I am obsessed with their genius. I am just a journalist or a presenter. I can't write songs or design clubs. And I've never wanted to be a rock star because I can't sing. I have a craft and I'm good at that.

Within minutes of my meeting him backstage at a Durutti Column gig in London in the 1980s, he invited me up to Manchester. We didn't see eye to eye on the merits of the Happy Mondays but, in the 1990s, he made sure I took part in a panel at In The City.

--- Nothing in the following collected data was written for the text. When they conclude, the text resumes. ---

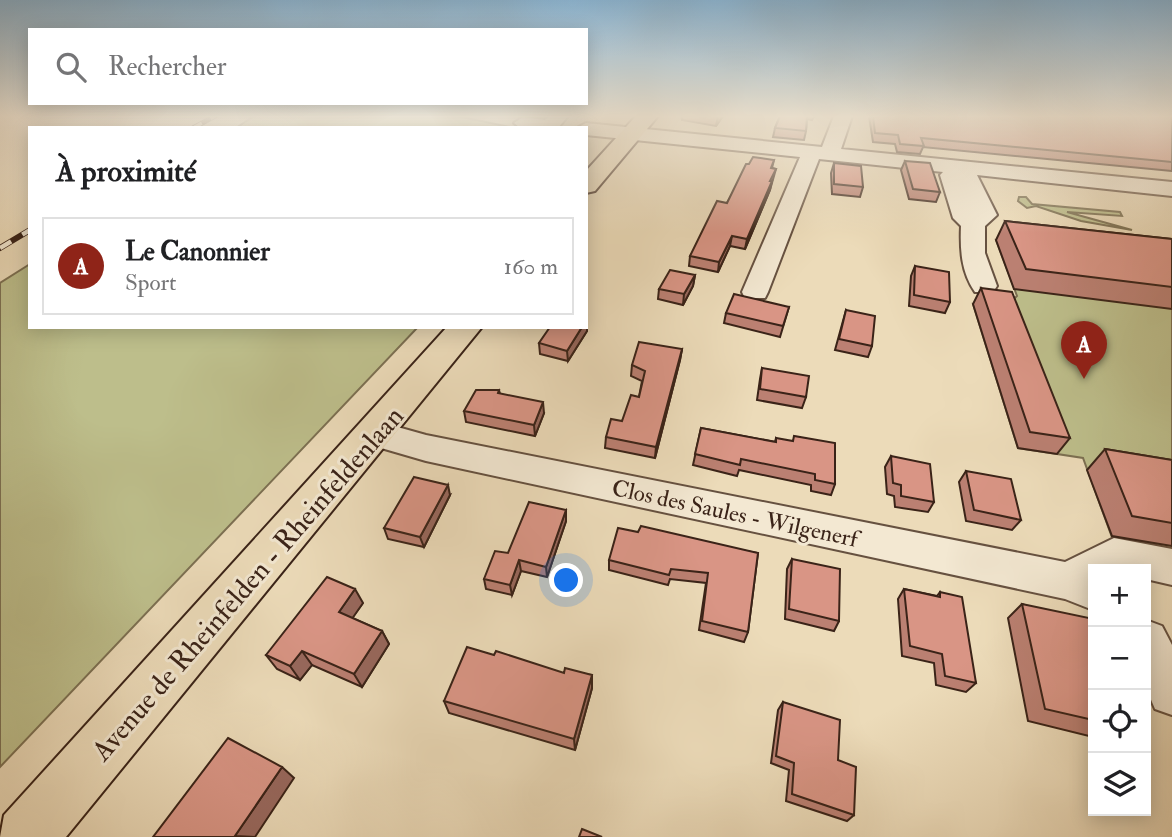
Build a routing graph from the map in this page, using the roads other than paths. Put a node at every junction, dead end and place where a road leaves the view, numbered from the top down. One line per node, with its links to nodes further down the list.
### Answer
1 (613, 155): 5 (main road)
2 (819, 155): 8 (street)
3 (840, 155): 4 (street)
4 (959, 167): 6 (street); 7 (street)
5 (588, 184)
6 (1172, 189)
7 (984, 286)
8 (755, 292)
9 (464, 329): 10 (main road, Avenue de Rheinfelden - Rheinfeldenlaan)
10 (376, 434): 12 (street, Clos des Saules - Wilgenerf); 15 (main road, Avenue de Rheinfelden - Rheinfeldenlaan)
11 (1172, 567): 12 (street)
12 (1081, 586)
13 (1151, 651): 14 (street)
14 (1172, 692)
15 (26, 837)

Wilson had few regrets, apart from "not seeing the carnage the Mondays were causing in Barbados." He wished Factory had invested in the Fairlight synthesizer the visionary producer Martin Hannett wanted in 1982, and explained that the label didn't sign the Smiths that year because it was going through a difficult period. While he had spotted swaggering local boys Oasis before Alan McGee, the collapse of Factory prevented him from offering them a contract in 1992.

More maverick than mogul, the hugely influential Wilson certainly didn't get rich. "I am famous for being the only person who didn't make any money out of the Manchester music scene of the Eighties and Nineties," admitted Wilson.

I am a bit of a communist. I felt that as long as I paid my taxes and put some effort back into the community, I would be looked after if I needed it. I used to say some people make money and some make history - which is very funny until you find you can't afford to keep yourself alive.

When Manchester Primary Care Trust refused funding for the drug Wilson needed to fight kidney and lung cancer, friends and associates rallied round to finance his treatment.

"When I turned 50, I remember thinking that if I died then I wouldn't mind at all," Wilson said in a recent interview. "I had had such a fulfilling, colourful life, and had done just about everything I wanted to do. But now that mortality was staring me in the face, I realised what an idiot I had been to think like that. I had so many things still to do."